薄暗い玄関、軋む床、冷たい空気。思い出すのは、あの頃の窮屈な日々。
(……俺はこの家を、嫌っていた)
リビングに入ると、父が座っていた。背筋を伸ばし、新聞を広げたまま、顔も上げずに言う。
「今さら何の用だ?」
この声、この空気。言葉を交わすたびに、火花が散るような関係だった。
「ただ、顔を見に来ただけだよ」
「ふん。お前がそうやって“普通”を装う時は、だいたい何かあるときだ」
父は昔から、感情をあらわにしない人だった。 褒めることもなければ、慰めることもなかった。 そのくせ、勉強が足りない、姿勢が悪い、口の利き方がなってない――。俺に対しては、ダメ出しばかりだった。
(分かってくれない、って思ってた)
(期待されたくないのに、期待されて。俺はもう、疲れてたんだ)
気がつけば、喧嘩ばかりして、家に帰らなくなった。
「お前はいつもそうだ。話す前から決めつけて、全部わかった顔をする」
「そっちこそだよ。言葉じゃなくて、圧でコントロールしようとしてただろ」
一瞬、空気が張りつめる。 どちらも怒鳴らない。けれど、その分だけ、沈黙が深く刺さった。
「……俺だって、分かってもらいたかったよ」
「そんなの、こっちだって同じだ」
ぶつかるたびに、「どうせ無理だ」と思ってきた。 でも、それでも――今ここにいるのは、心のどこかで、父ともう一度だけ向き合いたかったからだ。

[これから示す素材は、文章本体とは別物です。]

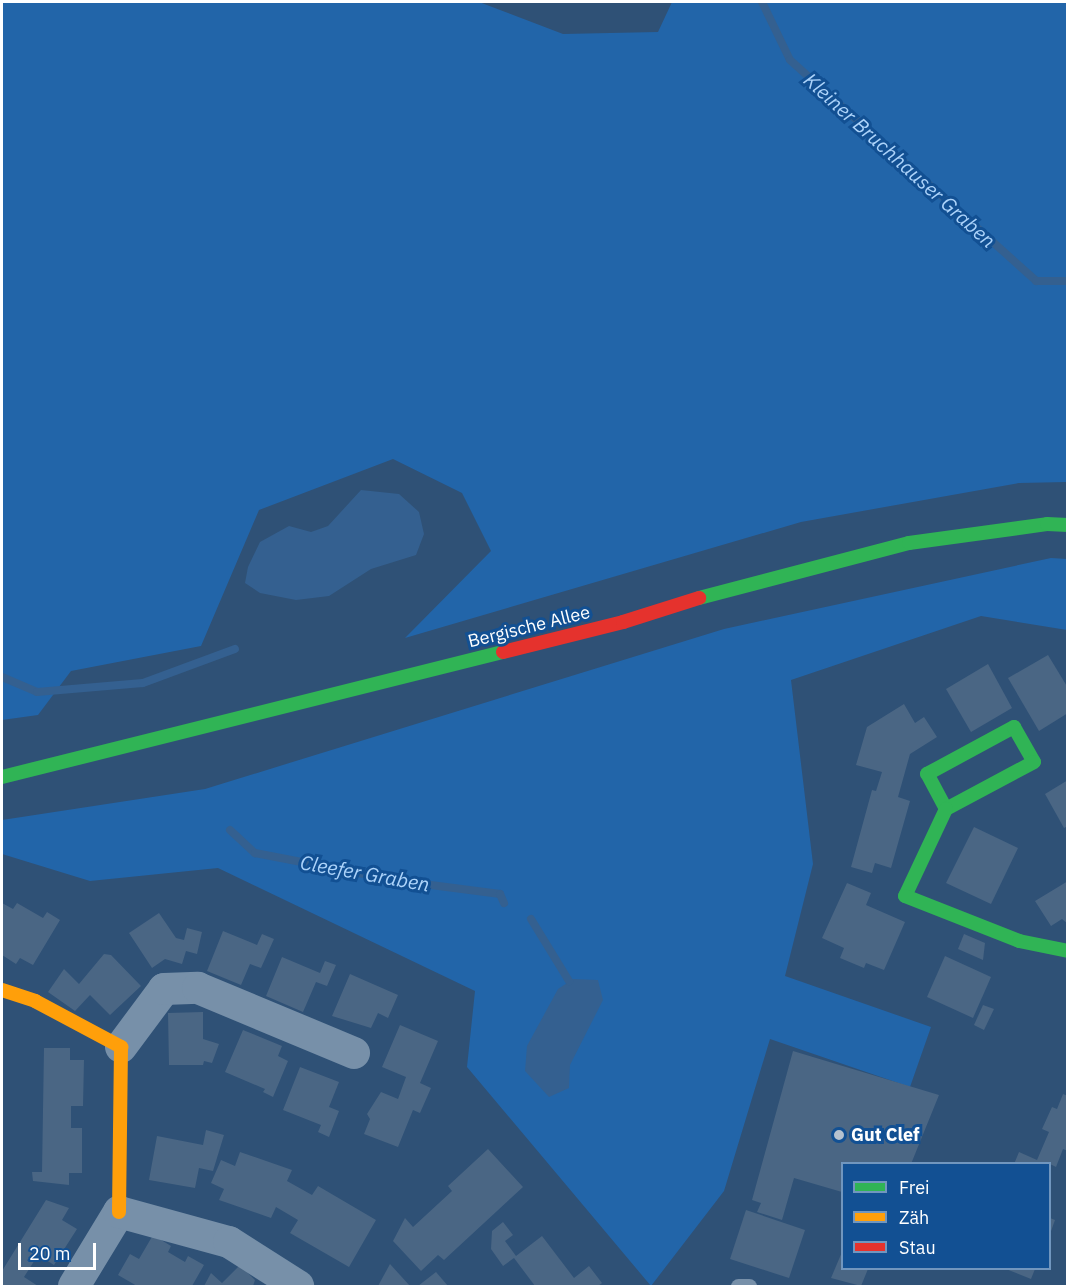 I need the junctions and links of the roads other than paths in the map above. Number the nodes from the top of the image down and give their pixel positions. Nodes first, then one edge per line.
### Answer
1 (1068, 525) edge
2 (2, 777) edge
3 (946, 809) junction
4 (1068, 951) edge
5 (2, 990) edge
6 (121, 1047) junction
7 (354, 1053) dead end
8 (119, 1212) junction
9 (74, 1287) edge
10 (298, 1287) edge
11 (738, 1287) edge
12 (749, 1287) edge

1 - 2 main road, Bergische Allee
3 - 3 main road
3 - 4 main road
5 - 6 main road
6 - 7 street
6 - 8 main road
8 - 9 street
8 - 10 street
11 - 12 lane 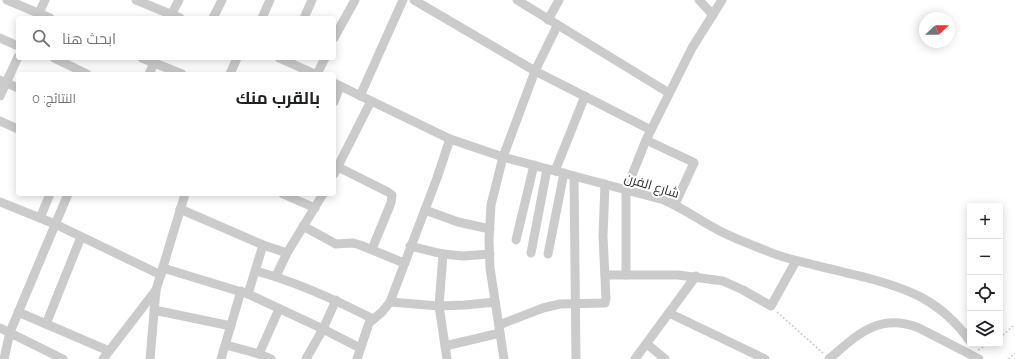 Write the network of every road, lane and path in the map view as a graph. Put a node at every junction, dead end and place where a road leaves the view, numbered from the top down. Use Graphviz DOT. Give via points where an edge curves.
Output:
graph roads {
  1 [pos="7,0"];
  2 [pos="45,0"];
  3 [pos="136,0"];
  4 [pos="179,0"];
  5 [pos="222,0"];
  6 [pos="270,0"];
  7 [pos="312,0"];
  8 [pos="355,0"];
  9 [pos="403,0"];
  10 [pos="517,0"];
  11 [pos="558,0"];
  12 [pos="699,0"];
  13 [pos="722,0"];
  14 [pos="418,1"];
  15 [pos="713,15"];
  16 [pos="38,16"];
  17 [pos="173,16"];
  18 [pos="175,16"];
  19 [pos="214,16"];
  20 [pos="263,16"];
  21 [pos="305,16"];
  22 [pos="548,20"];
  23 [pos="557,26"];
  24 [pos="336,34"];
  25 [pos="0,38"];
  26 [pos="16,45"];
  27 [pos="16,60"];
  28 [pos="58,60"];
  29 [pos="236,60"];
  30 [pos="289,60"];
  31 [pos="324,60"];
  32 [pos="155,61"];
  33 [pos="535,71"];
  34 [pos="83,72"];
  35 [pos="150,72"];
  36 [pos="178,72"];
  37 [pos="231,72"];
  38 [pos="312,72"];
  39 [pos="317,72"];
  40 [pos="3,81"];
  41 [pos="337,85"];
  42 [pos="16,87"];
  43 [pos="669,93"];
  44 [pos="0,96"];
  45 [pos="360,96"];
  46 [pos="585,96"];
  47 [pos="371,101"];
  48 [pos="0,121"];
  49 [pos="16,128"];
  50 [pos="651,130"];
  51 [pos="450,139"];
  52 [pos="646,140"];
  53 [pos="503,157"];
  54 [pos="534,165"];
  55 [pos="336,171"];
  56 [pos="555,171"];
  57 [pos="574,176"];
  58 [pos="605,184"];
  59 [pos="626,190"];
  60 [pos="49,196"];
  61 [pos="67,196"];
  62 [pos="183,196"];
  63 [pos="288,196"];
  64 [pos="322,196"];
  65 [pos="0,202"];
  66 [pos="675,204"];
  67 [pos="315,208"];
  68 [pos="180,209"];
  69 [pos="424,210"];
  70 [pos="40,218"];
  71 [pos="55,224"];
  72 [pos="303,226"];
  73 [pos="490,229"];
  74 [pos="80,237"];
  75 [pos="516,240"];
  76 [pos="263,245"];
  77 [pos="410,246"];
  78 [pos="372,249"];
  79 [pos="531,252"];
  80 [pos="287,253"];
  81 [pos="443,254"];
  82 [pos="490,254"];
  83 [pos="548,254"];
  84 [pos="796,261"];
  85 [pos="404,263"];
  86 [pos="162,271"];
  87 [pos="256,271"];
  88 [pos="605,275"];
  89 [pos="626,275"];
  90 [pos="276,276"];
  91 [pos="696,276"];
  92 [pos="156,290"];
  93 [pos="245,293"];
  94 [pos="336,300"];
  95 [pos="390,302"];
  96 [pos="495,302"];
  97 [pos="575,304"];
  98 [pos="439,306"];
  99 [pos="771,306"];
  100 [pos="278,309"];
  101 [pos="154,310"];
  102 [pos="18,312"];
  103 [pos="670,313"];
  104 [pos="373,319"];
  105 [pos="46,324"];
  106 [pos="1015,324"];
  107 [pos="231,326"];
  108 [pos="0,328"];
  109 [pos="323,329"];
  110 [pos="500,329"];
  111 [pos="10,332"];
  112 [pos="1003,335"];
  113 [pos="967,337"];
  114 [pos="647,344"];
  115 [pos="226,345"];
  116 [pos="446,346"];
  117 [pos="360,348"];
  118 [pos="109,351"];
  119 [pos="977,353"];
  120 [pos="1015,353"];
  121 [pos="259,354"];
  122 [pos="4,359"];
  123 [pos="63,359"];
  124 [pos="103,359"];
  125 [pos="150,359"];
  126 [pos="221,359"];
  127 [pos="271,359"];
  128 [pos="306,359"];
  129 [pos="357,359"];
  130 [pos="447,359"];
  131 [pos="504,359"];
  132 [pos="576,359"];
  133 [pos="636,359"];
  134 [pos="665,359"];
  135 [pos="765,359"];
  136 [pos="829,359"];
  137 [pos="1008,359"];
  1 -- 16 [label="street"];
  2 -- 16 [label="street"];
  3 -- 17 [label="street"];
  4 -- 18 [label="street"];
  5 -- 19 [label="street"];
  6 -- 20 [label="street"];
  7 -- 21 [label="street"];
  8 -- 24 [label="street"];
  9 -- 45 [label="street"];
  10 -- 22 [label="street"];
  11 -- 22 [label="street"];
  12 -- 15 [label="street"];
  13 -- 15 [label="street"];
  14 -- 33 [label="street"];
  15 -- 43 [label="street" via="692,48"];
  22 -- 23 [label="street"];
  23 -- 33 [label="street"];
  23 -- 43 [label="street"];
  25 -- 26 [label="street"];
  27 -- 40 [label="street"];
  28 -- 34 [label="street"];
  29 -- 37 [label="street"];
  30 -- 38 [label="street"];
  31 -- 39 [label="street"];
  32 -- 35 [label="street"];
  32 -- 36 [label="street"];
  33 -- 46 [label="street"];
  33 -- 53 [label="street"];
  40 -- 42 [label="street"];
  40 -- 44 [label="street"];
  41 -- 45 [label="street, شارع الفرن"];
  43 -- 50 [label="street"];
  45 -- 47 [label="street, شارع الفرن"];
  46 -- 50 [label="street"];
  46 -- 56 [label="street"];
  47 -- 51 [label="street, شارع الفرن"];
  47 -- 55 [label="street"];
  48 -- 49 [label="street"];
  50 -- 52 [label="street"];
  51 -- 53 [label="street, شارع الفرن"];
  51 -- 69 [label="street"];
  52 -- 59 [label="street"];
  52 -- 66 [label="street" via="694,163"];
  53 -- 54 [label="street, شارع الفرن"];
  53 -- 73 [label="street" via="493,193"];
  54 -- 56 [label="street, شارع الفرن"];
  54 -- 75 [label="street"];
  55 -- 78 [label="street" via="392,195"];
  56 -- 57 [label="street, شارع الفرن"];
  56 -- 79 [label="street"];
  56 -- 83 [label="street"];
  57 -- 58 [label="street, شارع الفرن"];
  57 -- 97 [label="street"];
  58 -- 59 [label="street, شارع الفرن"];
  58 -- 88 [label="street"];
  59 -- 66 [label="street, شارع الفرن"];
  59 -- 89 [label="street"];
  60 -- 70 [label="street"];
  61 -- 71 [label="street"];
  62 -- 68 [label="street"];
  63 -- 67 [label="street"];
  64 -- 67 [label="street"];
  65 -- 70 [label="street"];
  66 -- 84 [label="street, شارع الفرن" via="722,232 767,252"];
  67 -- 72 [label="street"];
  68 -- 76 [label="street"];
  68 -- 86 [label="street"];
  69 -- 73 [label="street" via="458,222"];
  69 -- 77 [label="street"];
  70 -- 71 [label="street"];
  71 -- 74 [label="street"];
  71 -- 102 [label="street"];
  72 -- 78 [label="street" via="336,244 353,243"];
  72 -- 80 [label="street"];
  73 -- 82 [label="street"];
  74 -- 86 [label="street"];
  74 -- 105 [label="street"];
  76 -- 80 [label="street"];
  76 -- 87 [label="street"];
  77 -- 81 [label="street"];
  77 -- 85 [label="street"];
  78 -- 85 [label="street"];
  80 -- 90 [label="street"];
  81 -- 82 [label="street"];
  81 -- 98 [label="street"];
  82 -- 96 [label="street"];
  84 -- 99 [label="street"];
  84 -- 113 [label="street, شارع الفرن" via="890,284 916,294 947,314"];
  85 -- 95 [label="street"];
  86 -- 92 [label="street"];
  86 -- 93 [label="street"];
  87 -- 90 [label="street"];
  87 -- 93 [label="street"];
  88 -- 89 [label="street"];
  88 -- 97 [label="street" via="605,303"];
  89 -- 91 [label="street"];
  90 -- 94 [label="street"];
  91 -- 99 [label="street" via="723,281"];
  91 -- 103 [label="street"];
  92 -- 101 [label="street"];
  92 -- 118 [label="street"];
  93 -- 100 [label="street"];
  93 -- 107 [label="street"];
  94 -- 104 [label="street"];
  94 -- 109 [label="street"];
  95 -- 98 [label="street"];
  95 -- 104 [label="street"];
  96 -- 98 [label="street"];
  96 -- 110 [label="street"];
  97 -- 110 [label="street" via="554,305"];
  97 -- 132 [label="street"];
  98 -- 116 [label="street"];
  99 -- 136 [label="path"];
  100 -- 109 [label="street"];
  100 -- 121 [label="street"];
  101 -- 107 [label="street"];
  101 -- 125 [label="street"];
  102 -- 105 [label="street"];
  102 -- 111 [label="street"];
  103 -- 114 [label="street"];
  103 -- 135 [label="street"];
  104 -- 117 [label="street" via="369,323"];
  105 -- 118 [label="street"];
  106 -- 112 [label="path"];
  107 -- 115 [label="street"];
  108 -- 111 [label="street"];
  109 -- 117 [label="street"];
  109 -- 128 [label="street"];
  110 -- 116 [label="street"];
  110 -- 131 [label="street"];
  111 -- 122 [label="street"];
  111 -- 123 [label="street"];
  114 -- 133 [label="street"];
  114 -- 134 [label="street"];
  115 -- 121 [label="street"];
  115 -- 126 [label="street"];
  116 -- 130 [label="street"];
  117 -- 129 [label="street"];
  118 -- 124 [label="street"];
  119 -- 136 [label="street" via="919,328 892,322 865,330"];
  120 -- 137 [label="path"];
  121 -- 127 [label="street"];
}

「もう、分かりあえなくてもいい。完全に理解しあえなくてもいいって……思うようになった」
父はゆっくりと新聞をたたんで、ようやくこちらを見た。 その目に、ほんのわずかだけ、寂しさが浮かんでいた。
「……そうか」
「違うままでも家族。それでいいよな」
「お前、いつのまにそんな顔するようになったんだ」
父が、不器用に笑った。 その笑顔を、俺は初めてちゃんと見た気がした。
その瞬間、部屋の空気がふっとやわらぎ、壁の時計が柔らかく時を刻み始めた。
《修復完了》《修復率:72%》
めもりんが、ほっとしたように呟いた。
「お互い完全に理解できなくても許容できること。それが、大人になるってことかもしれないね」
俺は、父の背中に小さくつぶやいた。